Les Toiles du Soleil, Sans et Garcerie

🏭 La genèse : Fournisseur officiel des sandaliers

À la fin du XIXe siècle, l’industrie de l’espadrille explose à Saint-Laurent-de-Cerdans. Pour répondre à la demande colossale des ateliers locaux en toiles et en cordes, Joseph Sans et Abdon Garcerie fondent en 1897 la manufacture textile Sans et Garcerie.

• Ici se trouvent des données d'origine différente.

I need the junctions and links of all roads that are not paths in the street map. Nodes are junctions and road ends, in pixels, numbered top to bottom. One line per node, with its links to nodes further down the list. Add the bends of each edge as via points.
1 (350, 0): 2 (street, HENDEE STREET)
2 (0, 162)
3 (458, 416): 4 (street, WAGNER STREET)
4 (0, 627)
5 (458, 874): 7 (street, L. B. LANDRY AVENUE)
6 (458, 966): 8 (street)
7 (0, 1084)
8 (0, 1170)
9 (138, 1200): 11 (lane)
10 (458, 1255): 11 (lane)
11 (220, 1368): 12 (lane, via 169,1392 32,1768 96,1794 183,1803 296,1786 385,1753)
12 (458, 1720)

L’usine devient rapidement le cœur battant de la filière sandalière. Le chanvre, le jute et le coton y arrivent bruts par le train et sont entièrement transformés sur place. Avec près de 300 ouvriers, l’entreprise produit à l’époque l’intégralité des composants indispensables à la fameuse vigatane catalane et aux espadrilles : toiles robustes, tresses pour les semelles, lacets et rubans.

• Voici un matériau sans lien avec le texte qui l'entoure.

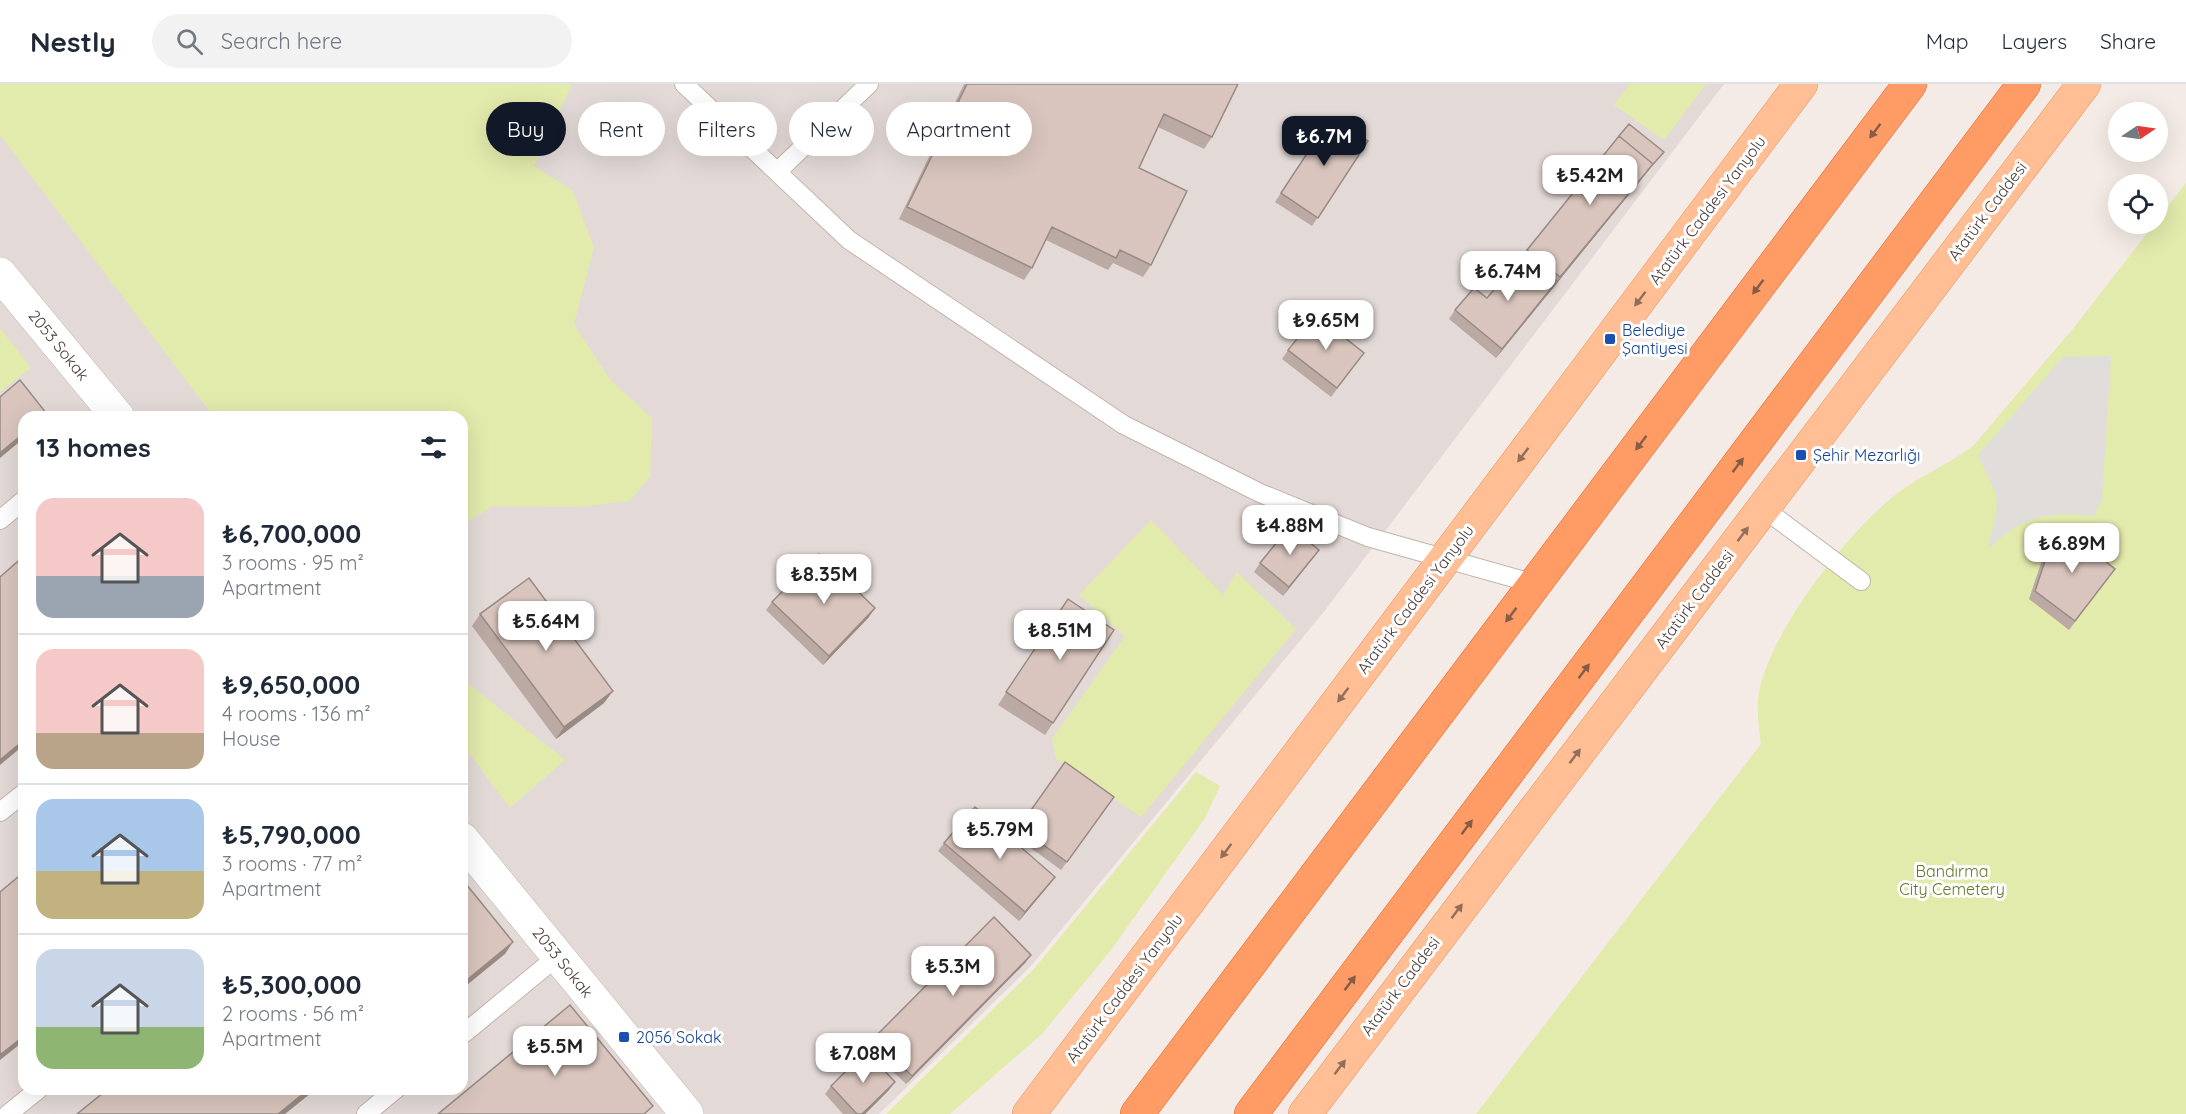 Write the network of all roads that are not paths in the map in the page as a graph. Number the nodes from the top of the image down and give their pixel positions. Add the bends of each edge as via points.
1 (684, 84) edge
2 (869, 84) edge
3 (1801, 84) edge
4 (1910, 84) edge
5 (2024, 84) edge
6 (2084, 84) edge
7 (778, 171) junction
8 (0, 274) edge
9 (113, 411) edge
10 (18, 505) edge
11 (1763, 508) junction
12 (0, 520) edge
13 (1446, 557) junction
14 (1861, 581) dead end
15 (1535, 584) junction
16 (18, 797) edge
17 (0, 812) edge
18 (468, 846) edge
19 (558, 956) junction
20 (468, 1030) edge
21 (32, 1095) edge
22 (384, 1095) edge
23 (371, 1102) edge
24 (8, 1114) edge
25 (687, 1114) edge
26 (1029, 1114) edge
27 (1137, 1114) edge
28 (1251, 1114) edge
29 (1305, 1114) edge

1 - 7 lane
2 - 7 lane
3 -> 13 main road, Atatürk Caddesi Yanyolu
4 -> 15 highway
28 -> 5 highway
6 - 11 main road, Atatürk Caddesi
7 - 13 lane via 849,240 1124,425 1270,497 1368,537
8 - 9 street, 2053 Sokak
10 - 12 lane
11 - 14 lane
29 -> 11 main road, Atatürk Caddesi
13 - 15 lane
13 -> 26 main road, Atatürk Caddesi Yanyolu
15 -> 27 highway
16 - 17 lane
18 - 19 street, 2053 Sokak
19 - 20 lane
19 - 25 street, 2053 Sokak
21 - 24 lane
22 - 23 lane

🔄 Le déclin évité et la renaissance

Comme l’ensemble des manufactures du Vallespir, l’usine fait face à de graves difficultés à la fin du XXe siècle. Frappée par l’arrivée des matières synthétiques et la concurrence étrangère, l’entreprise historique frôle la fermeture définitive.

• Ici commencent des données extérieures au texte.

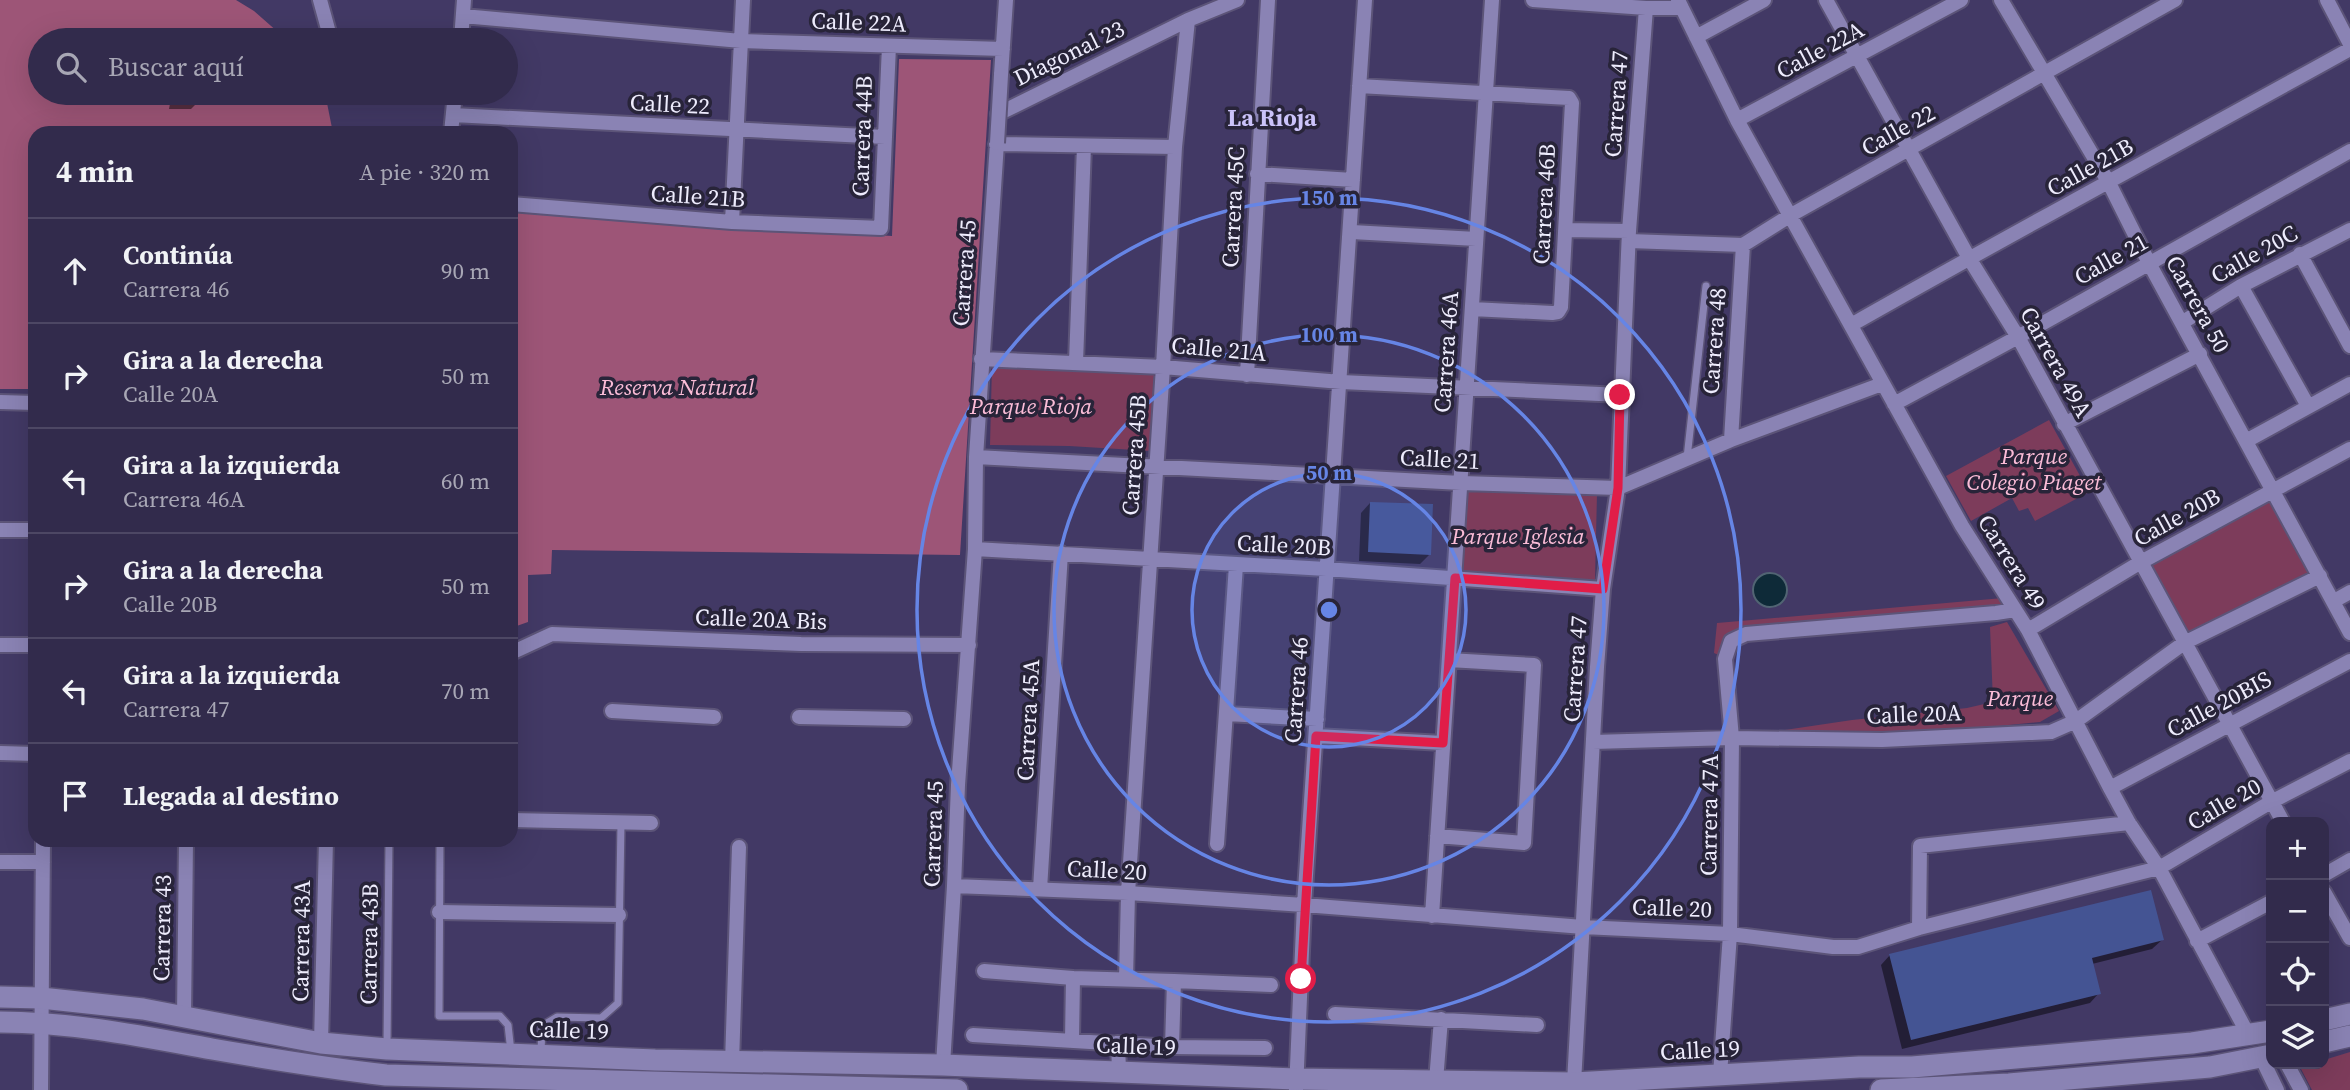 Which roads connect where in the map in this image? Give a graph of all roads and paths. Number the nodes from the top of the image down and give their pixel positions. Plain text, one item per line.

Cependant, l’histoire prend un tournant inespéré en 1993. L’usine est rachetée in extremis et rebaptisée Les Toiles du Soleil. En s’appuyant sur les archives centenaires et les motifs traditionnels, les nouveaux repreneurs redonnent ses lettres de noblesse au tissage catalan et sauvent ce savoir-faire de la disparition.

🏛️ Un patrimoine vivant toujours en activité

Contrairement à beaucoup d’anciennes fabriques dont il ne reste aujourd’hui que les murs, la manufacture historique est toujours en ébullition. Les célèbres toiles aux rayures colorées y sont encore tissées sur de vieux métiers mécaniques, dont certains sont inscrits au titre des Monuments Historiques.

Reconnue pour l’excellence de son savoir-faire, l’entreprise a été labellisée Entreprise du Patrimoine Vivant (EPV) par l’État en 2007. Si ses toiles s’exportent aujourd’hui dans le monde entier pour la décoration ou le linge de maison, elles restent l’héritage direct et vivant de l’âge d’or de l’espadrille laurentine.